Nvidia (NVDA) publicará sus resultados correspondientes al primer trimestre fiscal 2026 este miércoles, luego del cierre del mercado, con un consenso de Wall Street que ubica los ingresos en torno a los US$78.000 millones y un EPS no GAAP de US$1,77, lo que implicaría un crecimiento interanual cercano al 77%. La cifra de mayor atención dentro del reporte será el segmento Data Center, donde el mercado anticipa aproximadamente US$73.000 millones, sostenido por el despliegue del chip Blackwell, que ya concentra la mayor parte del cómputo en centros de datos a escala global. KeyBanc elevó ayer su precio objetivo de US$275 a US$300 manteniendo la calificación overweight, anticipando una guía robusta impulsada por mayores envíos de GPUs.

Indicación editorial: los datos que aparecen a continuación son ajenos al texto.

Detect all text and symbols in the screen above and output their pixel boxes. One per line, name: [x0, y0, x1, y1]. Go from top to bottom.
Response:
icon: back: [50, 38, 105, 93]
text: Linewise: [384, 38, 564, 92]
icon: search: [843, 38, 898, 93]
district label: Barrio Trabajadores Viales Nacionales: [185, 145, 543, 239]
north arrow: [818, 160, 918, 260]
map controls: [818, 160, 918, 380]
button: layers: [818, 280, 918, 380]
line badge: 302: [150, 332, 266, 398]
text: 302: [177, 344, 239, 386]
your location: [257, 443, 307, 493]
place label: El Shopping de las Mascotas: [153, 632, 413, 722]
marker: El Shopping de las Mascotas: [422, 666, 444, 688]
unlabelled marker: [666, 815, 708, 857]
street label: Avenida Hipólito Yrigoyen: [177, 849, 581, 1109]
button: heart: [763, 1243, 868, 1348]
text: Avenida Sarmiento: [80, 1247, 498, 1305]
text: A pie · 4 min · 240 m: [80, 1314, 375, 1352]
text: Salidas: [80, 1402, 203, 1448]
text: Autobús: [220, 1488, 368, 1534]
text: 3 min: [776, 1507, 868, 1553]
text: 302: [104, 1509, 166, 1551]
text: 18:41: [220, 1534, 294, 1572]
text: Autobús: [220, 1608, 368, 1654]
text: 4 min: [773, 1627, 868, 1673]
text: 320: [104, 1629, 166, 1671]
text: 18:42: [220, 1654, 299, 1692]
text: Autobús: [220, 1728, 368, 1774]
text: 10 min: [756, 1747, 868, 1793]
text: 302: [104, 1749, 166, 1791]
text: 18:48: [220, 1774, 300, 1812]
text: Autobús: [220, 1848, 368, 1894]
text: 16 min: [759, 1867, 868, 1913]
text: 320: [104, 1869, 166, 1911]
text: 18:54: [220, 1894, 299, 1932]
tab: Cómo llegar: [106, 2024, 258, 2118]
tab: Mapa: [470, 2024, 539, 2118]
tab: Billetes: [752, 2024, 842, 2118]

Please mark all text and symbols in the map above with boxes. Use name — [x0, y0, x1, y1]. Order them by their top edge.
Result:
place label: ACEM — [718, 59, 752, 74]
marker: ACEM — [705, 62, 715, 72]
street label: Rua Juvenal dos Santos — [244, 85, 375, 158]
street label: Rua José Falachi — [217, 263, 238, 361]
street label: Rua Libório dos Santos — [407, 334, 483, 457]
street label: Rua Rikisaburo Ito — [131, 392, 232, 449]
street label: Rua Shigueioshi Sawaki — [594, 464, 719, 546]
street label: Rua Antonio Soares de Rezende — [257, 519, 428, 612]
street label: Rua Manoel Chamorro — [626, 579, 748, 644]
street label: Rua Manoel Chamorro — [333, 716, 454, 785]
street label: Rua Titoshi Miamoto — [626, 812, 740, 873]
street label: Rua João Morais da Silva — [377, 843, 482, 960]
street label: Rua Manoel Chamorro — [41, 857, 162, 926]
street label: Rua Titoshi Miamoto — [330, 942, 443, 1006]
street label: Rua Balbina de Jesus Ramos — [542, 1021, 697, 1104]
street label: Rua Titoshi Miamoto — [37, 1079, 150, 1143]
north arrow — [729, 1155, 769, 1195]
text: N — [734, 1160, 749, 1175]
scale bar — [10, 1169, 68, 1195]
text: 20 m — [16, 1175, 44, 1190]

La atención del mercado estará puesta principalmente en la guía para el segundo trimestre fiscal, donde el consenso se ubica entre US$85.000 y US$87.000 millones, mientras que los llamados whisper numbers —estimaciones informales que circulan entre operadores— apuntan a cifras en torno a los US$90.000 millones. Este escenario refleja la expectativa de que el ciclo de inversión en inteligencia artificial por parte de los grandes hiperescaladores mantenga la velocidad necesaria para sostener los múltiplos actuales de la compañía.
En un entorno donde las tasas largas castigan los activos de larga duración y el sector semiconductor cedió terreno en la última jornada, el reporte de Nvidia funcionará como un termómetro definitivo del ciclo de capex en inteligencia artificial. Una eventual decepción en la guía podría abrir la puerta a una rotación significativa fuera del núcleo tecnológico, mientras que un resultado en línea o superior al consenso reforzaría la narrativa de demanda estructural sostenida por parte de los principales actores en la carrera por la infraestructura de computación de alto rendimiento a nivel mundial.